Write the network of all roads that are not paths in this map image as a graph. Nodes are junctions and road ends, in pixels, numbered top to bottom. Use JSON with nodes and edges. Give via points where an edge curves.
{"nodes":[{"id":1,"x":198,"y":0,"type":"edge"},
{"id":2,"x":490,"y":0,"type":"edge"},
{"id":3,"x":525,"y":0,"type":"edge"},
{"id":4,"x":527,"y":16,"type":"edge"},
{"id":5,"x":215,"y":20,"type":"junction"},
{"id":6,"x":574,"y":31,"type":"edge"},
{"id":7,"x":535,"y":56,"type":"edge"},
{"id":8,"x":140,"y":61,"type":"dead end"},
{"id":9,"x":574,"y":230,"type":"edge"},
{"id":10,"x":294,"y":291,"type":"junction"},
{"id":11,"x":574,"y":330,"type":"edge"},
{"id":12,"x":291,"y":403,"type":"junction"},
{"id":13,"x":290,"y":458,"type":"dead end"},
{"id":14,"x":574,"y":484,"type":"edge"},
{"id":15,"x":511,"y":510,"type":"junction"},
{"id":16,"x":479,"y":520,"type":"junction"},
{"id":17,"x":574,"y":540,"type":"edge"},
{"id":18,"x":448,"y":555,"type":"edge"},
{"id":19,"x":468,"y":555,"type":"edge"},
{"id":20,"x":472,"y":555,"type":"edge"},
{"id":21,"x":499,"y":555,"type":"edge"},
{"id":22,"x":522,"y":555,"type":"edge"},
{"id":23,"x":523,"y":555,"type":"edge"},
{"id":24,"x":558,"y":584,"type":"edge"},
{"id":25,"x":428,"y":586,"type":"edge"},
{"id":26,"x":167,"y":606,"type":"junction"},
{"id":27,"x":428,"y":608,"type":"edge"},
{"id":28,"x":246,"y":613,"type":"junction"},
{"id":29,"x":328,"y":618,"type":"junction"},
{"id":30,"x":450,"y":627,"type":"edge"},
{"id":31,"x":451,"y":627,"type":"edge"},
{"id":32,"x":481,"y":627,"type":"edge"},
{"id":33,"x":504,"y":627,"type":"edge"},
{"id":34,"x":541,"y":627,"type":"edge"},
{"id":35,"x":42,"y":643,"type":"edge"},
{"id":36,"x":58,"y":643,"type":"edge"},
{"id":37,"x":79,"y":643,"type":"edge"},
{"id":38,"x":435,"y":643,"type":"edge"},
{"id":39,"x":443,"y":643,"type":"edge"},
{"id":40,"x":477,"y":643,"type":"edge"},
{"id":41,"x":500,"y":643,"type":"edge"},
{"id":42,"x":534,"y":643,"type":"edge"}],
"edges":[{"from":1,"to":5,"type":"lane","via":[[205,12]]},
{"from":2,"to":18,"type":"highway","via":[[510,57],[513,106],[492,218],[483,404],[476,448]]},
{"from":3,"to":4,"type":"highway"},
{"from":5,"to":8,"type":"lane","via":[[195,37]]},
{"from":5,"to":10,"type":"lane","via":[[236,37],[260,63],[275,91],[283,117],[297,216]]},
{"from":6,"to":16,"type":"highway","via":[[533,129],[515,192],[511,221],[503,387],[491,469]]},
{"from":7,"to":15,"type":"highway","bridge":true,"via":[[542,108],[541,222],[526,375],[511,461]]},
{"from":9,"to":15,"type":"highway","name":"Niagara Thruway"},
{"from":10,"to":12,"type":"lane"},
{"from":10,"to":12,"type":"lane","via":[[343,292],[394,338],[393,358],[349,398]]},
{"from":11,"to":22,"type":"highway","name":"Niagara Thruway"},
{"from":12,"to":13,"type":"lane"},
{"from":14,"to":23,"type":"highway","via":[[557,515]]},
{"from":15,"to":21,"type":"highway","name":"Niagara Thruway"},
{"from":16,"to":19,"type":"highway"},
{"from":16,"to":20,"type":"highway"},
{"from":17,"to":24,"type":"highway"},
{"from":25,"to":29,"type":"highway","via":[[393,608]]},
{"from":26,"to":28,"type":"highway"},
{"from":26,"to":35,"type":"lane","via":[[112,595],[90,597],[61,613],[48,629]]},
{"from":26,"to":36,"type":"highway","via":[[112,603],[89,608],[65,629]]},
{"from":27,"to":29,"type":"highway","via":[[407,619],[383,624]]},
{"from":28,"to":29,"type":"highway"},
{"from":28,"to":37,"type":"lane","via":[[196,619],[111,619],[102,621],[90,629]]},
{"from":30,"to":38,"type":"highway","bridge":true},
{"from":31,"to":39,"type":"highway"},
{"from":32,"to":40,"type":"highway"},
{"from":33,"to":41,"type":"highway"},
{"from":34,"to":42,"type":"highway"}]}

> Task brief
Nothing may be left out: return each entry exactly as it reads.

> Expected answer
Write the network of all roads that are not paths in this map image as a graph. Nodes are junctions and road ends, in pixels, numbered top to bottom. Use JSON with nodes and edges. Give via points where an edge curves.
{"nodes":[{"id":1,"x":198,"y":0,"type":"edge"},
{"id":2,"x":490,"y":0,"type":"edge"},
{"id":3,"x":525,"y":0,"type":"edge"},
{"id":4,"x":527,"y":16,"type":"edge"},
{"id":5,"x":215,"y":20,"type":"junction"},
{"id":6,"x":574,"y":31,"type":"edge"},
{"id":7,"x":535,"y":56,"type":"edge"},
{"id":8,"x":140,"y":61,"type":"dead end"},
{"id":9,"x":574,"y":230,"type":"edge"},
{"id":10,"x":294,"y":291,"type":"junction"},
{"id":11,"x":574,"y":330,"type":"edge"},
{"id":12,"x":291,"y":403,"type":"junction"},
{"id":13,"x":290,"y":458,"type":"dead end"},
{"id":14,"x":574,"y":484,"type":"edge"},
{"id":15,"x":511,"y":510,"type":"junction"},
{"id":16,"x":479,"y":520,"type":"junction"},
{"id":17,"x":574,"y":540,"type":"edge"},
{"id":18,"x":448,"y":555,"type":"edge"},
{"id":19,"x":468,"y":555,"type":"edge"},
{"id":20,"x":472,"y":555,"type":"edge"},
{"id":21,"x":499,"y":555,"type":"edge"},
{"id":22,"x":522,"y":555,"type":"edge"},
{"id":23,"x":523,"y":555,"type":"edge"},
{"id":24,"x":558,"y":584,"type":"edge"},
{"id":25,"x":428,"y":586,"type":"edge"},
{"id":26,"x":167,"y":606,"type":"junction"},
{"id":27,"x":428,"y":608,"type":"edge"},
{"id":28,"x":246,"y":613,"type":"junction"},
{"id":29,"x":328,"y":618,"type":"junction"},
{"id":30,"x":450,"y":627,"type":"edge"},
{"id":31,"x":451,"y":627,"type":"edge"},
{"id":32,"x":481,"y":627,"type":"edge"},
{"id":33,"x":504,"y":627,"type":"edge"},
{"id":34,"x":541,"y":627,"type":"edge"},
{"id":35,"x":42,"y":643,"type":"edge"},
{"id":36,"x":58,"y":643,"type":"edge"},
{"id":37,"x":79,"y":643,"type":"edge"},
{"id":38,"x":435,"y":643,"type":"edge"},
{"id":39,"x":443,"y":643,"type":"edge"},
{"id":40,"x":477,"y":643,"type":"edge"},
{"id":41,"x":500,"y":643,"type":"edge"},
{"id":42,"x":534,"y":643,"type":"edge"}],
"edges":[{"from":1,"to":5,"type":"lane","via":[[205,12]]},
{"from":2,"to":18,"type":"highway","via":[[510,57],[513,106],[492,218],[483,404],[476,448]]},
{"from":3,"to":4,"type":"highway"},
{"from":5,"to":8,"type":"lane","via":[[195,37]]},
{"from":5,"to":10,"type":"lane","via":[[236,37],[260,63],[275,91],[283,117],[297,216]]},
{"from":6,"to":16,"type":"highway","via":[[533,129],[515,192],[511,221],[503,387],[491,469]]},
{"from":7,"to":15,"type":"highway","bridge":true,"via":[[542,108],[541,222],[526,375],[511,461]]},
{"from":9,"to":15,"type":"highway","name":"Niagara Thruway"},
{"from":10,"to":12,"type":"lane"},
{"from":10,"to":12,"type":"lane","via":[[343,292],[394,338],[393,358],[349,398]]},
{"from":11,"to":22,"type":"highway","name":"Niagara Thruway"},
{"from":12,"to":13,"type":"lane"},
{"from":14,"to":23,"type":"highway","via":[[557,515]]},
{"from":15,"to":21,"type":"highway","name":"Niagara Thruway"},
{"from":16,"to":19,"type":"highway"},
{"from":16,"to":20,"type":"highway"},
{"from":17,"to":24,"type":"highway"},
{"from":25,"to":29,"type":"highway","via":[[393,608]]},
{"from":26,"to":28,"type":"highway"},
{"from":26,"to":35,"type":"lane","via":[[112,595],[90,597],[61,613],[48,629]]},
{"from":26,"to":36,"type":"highway","via":[[112,603],[89,608],[65,629]]},
{"from":27,"to":29,"type":"highway","via":[[407,619],[383,624]]},
{"from":28,"to":29,"type":"highway"},
{"from":28,"to":37,"type":"lane","via":[[196,619],[111,619],[102,621],[90,629]]},
{"from":30,"to":38,"type":"highway","bridge":true},
{"from":31,"to":39,"type":"highway"},
{"from":32,"to":40,"type":"highway"},
{"from":33,"to":41,"type":"highway"},
{"from":34,"to":42,"type":"highway"}]}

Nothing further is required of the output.